The cards are stages; the chips inside each are its components; the arrows show the order they run in.

Stages

A stage groups related work under one responsible actor and carries guidance: plain-English instructions for how the work in that stage should go. Guidance is where your business rules live: "escalate if the amount exceeds $5,000", "use the rejection email if the request was denied".

Traditional workflow tools make you spell out every condition, branch, and loop. Malleable doesn't, because every run is carried out by the runner agent (the AI that executes the workflow, see Running workflows). It reads your guidance and applies judgment the way a capable coworker would, so plain instructions are enough.

Stages connect to their successors explicitly. A stage with no successor ends the workflow; one successor always advances to the next stage. When a stage has several successors (a fork, like the approve vs. reject split in the diagram above), the runner picks one path at runtime based on the guidance and the data collected so far. Branches can re-converge later.

For work that should run in parallel or in isolation, say one ticket per attendee, workflows use sub-workflows instead of forks.

How the runner uses components

Some parts of a workflow are settled when you build it, and some are decided fresh on each run. A component like "send the approval email" does the same thing every time: it sends that email to whoever the run says it goes to. What varies (the name, the amount, the recipient) fills in as the run gathers it.

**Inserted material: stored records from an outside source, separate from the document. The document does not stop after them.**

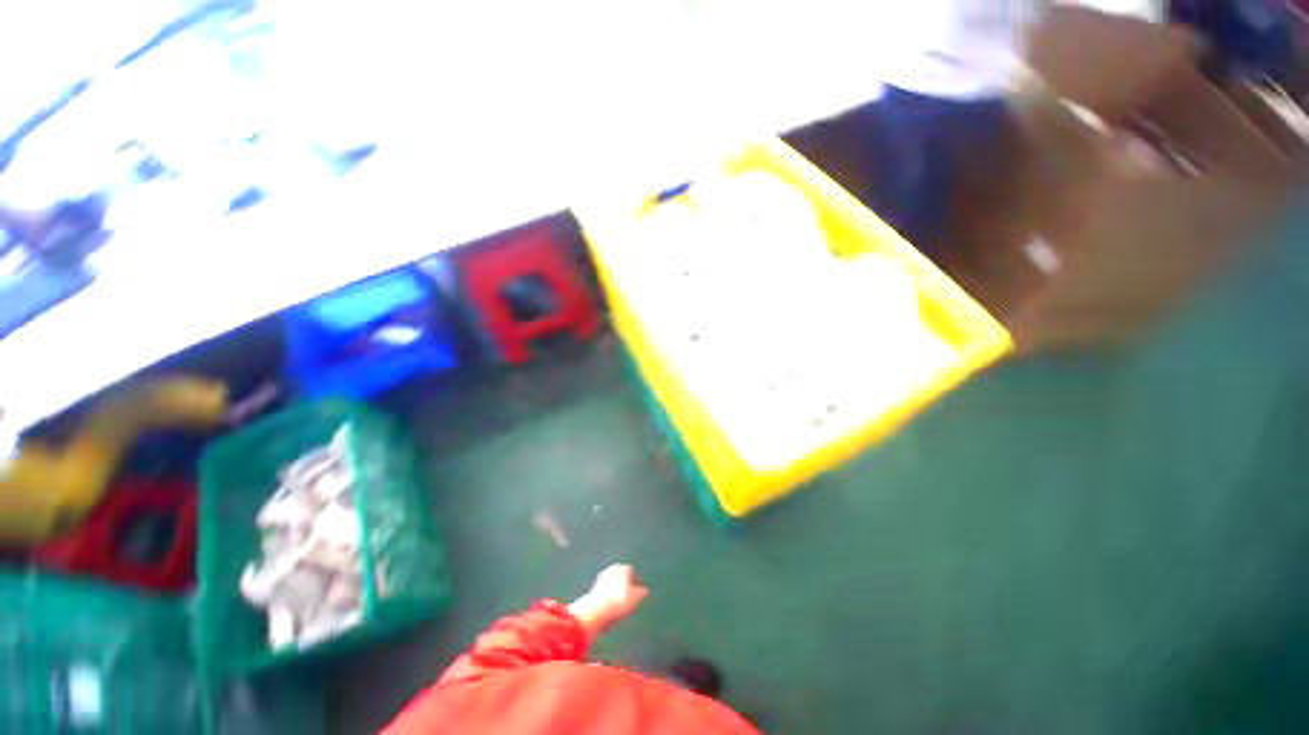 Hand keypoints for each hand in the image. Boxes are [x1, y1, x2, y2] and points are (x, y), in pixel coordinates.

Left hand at [567, 564, 648, 637]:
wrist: (599, 609)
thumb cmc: (620, 601)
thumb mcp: (636, 598)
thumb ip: (641, 593)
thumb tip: (644, 592)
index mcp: (624, 568)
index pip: (632, 575)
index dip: (636, 586)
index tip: (637, 596)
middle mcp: (612, 569)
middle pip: (621, 579)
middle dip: (624, 588)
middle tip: (628, 602)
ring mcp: (601, 578)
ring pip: (612, 586)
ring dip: (615, 594)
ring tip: (618, 609)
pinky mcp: (593, 588)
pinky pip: (604, 593)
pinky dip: (608, 599)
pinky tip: (609, 610)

The runner handles the judgment that can't be settled in advance: which branch to take, what to write in a free-form message, when to ask a clarifying question. When two situations genuinely need different content, like an approval notice versus a rejection notice, those are two separate components, and the runner picks the right one during the run.

Actors & hand-offs

Every stage has an actor: the person or role responsible for it (or "system" for background steps with no human involved). When the next stage belongs to a different person, Malleable hands off to them automatically: it generates an authenticated link (no account or password needed), notifies them, and pauses the run until they act.

Sub-workflows

A sub-workflow is a workflow run as a step of another one. It's how you break a large process into pieces, each with its own stages, actor, and hand-offs, and how you run work in parallel.

The most common shape is fan-out: run the same sub-workflow once per item, like one review per approver or one audit per project. Each runs independently, so different people can work their part at the same time.

A later stage can wait for the results before it begins ("summarize once all four reviewers have responded"). Since people don't always respond, a sub-workflow can carry a time limit: when it's reached, the run continues with whatever came in.

The Sub-workflow component covers the configuration in detail.

Data flow

As a run progresses, it gathers facts: who submitted the request, what amount, which decision was made. Malleable calls this collected data, and it's declared explicitly: each workflow defines what it collects, where each value comes from, and which components consume it. Explicit wiring is what lets the workflow be validated before it runs, instead of failing mid-run on missing data.

A stage can't complete until its required data has actually been gathered, so a run can't quietly skip a step that some later part of the process depends on.

Sensitive values like API tokens and passwords can be marked secret: agents never see them, they're injected straight into the action that needs them.